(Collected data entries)
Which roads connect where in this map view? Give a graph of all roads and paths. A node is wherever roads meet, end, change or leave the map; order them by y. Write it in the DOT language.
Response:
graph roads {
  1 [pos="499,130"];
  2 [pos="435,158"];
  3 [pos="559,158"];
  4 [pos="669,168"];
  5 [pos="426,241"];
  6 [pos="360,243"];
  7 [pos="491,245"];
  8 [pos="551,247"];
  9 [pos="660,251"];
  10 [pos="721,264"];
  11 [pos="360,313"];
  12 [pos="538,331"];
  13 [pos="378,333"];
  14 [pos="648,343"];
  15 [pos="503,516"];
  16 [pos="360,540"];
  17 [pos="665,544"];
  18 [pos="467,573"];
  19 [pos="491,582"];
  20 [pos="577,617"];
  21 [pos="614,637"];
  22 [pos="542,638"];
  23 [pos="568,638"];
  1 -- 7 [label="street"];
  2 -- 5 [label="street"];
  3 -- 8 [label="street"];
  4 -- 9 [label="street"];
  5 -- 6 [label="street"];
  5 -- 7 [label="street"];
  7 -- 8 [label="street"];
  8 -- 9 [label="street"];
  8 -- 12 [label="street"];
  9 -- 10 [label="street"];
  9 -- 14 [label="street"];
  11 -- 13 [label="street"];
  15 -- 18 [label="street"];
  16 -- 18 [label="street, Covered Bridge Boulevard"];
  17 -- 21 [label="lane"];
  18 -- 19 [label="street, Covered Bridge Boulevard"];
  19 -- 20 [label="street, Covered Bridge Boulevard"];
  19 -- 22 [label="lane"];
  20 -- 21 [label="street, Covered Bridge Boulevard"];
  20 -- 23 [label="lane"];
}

» ACTION ITEM
If a line of the data contains "Boulevard", copy it out.

» RESULT BELOW
  16 -- 18 [label="street, Covered Bridge Boulevard"];
  18 -- 19 [label="street, Covered Bridge Boulevard"];
  19 -- 20 [label="street, Covered Bridge Boulevard"];
  20 -- 21 [label="street, Covered Bridge Boulevard"];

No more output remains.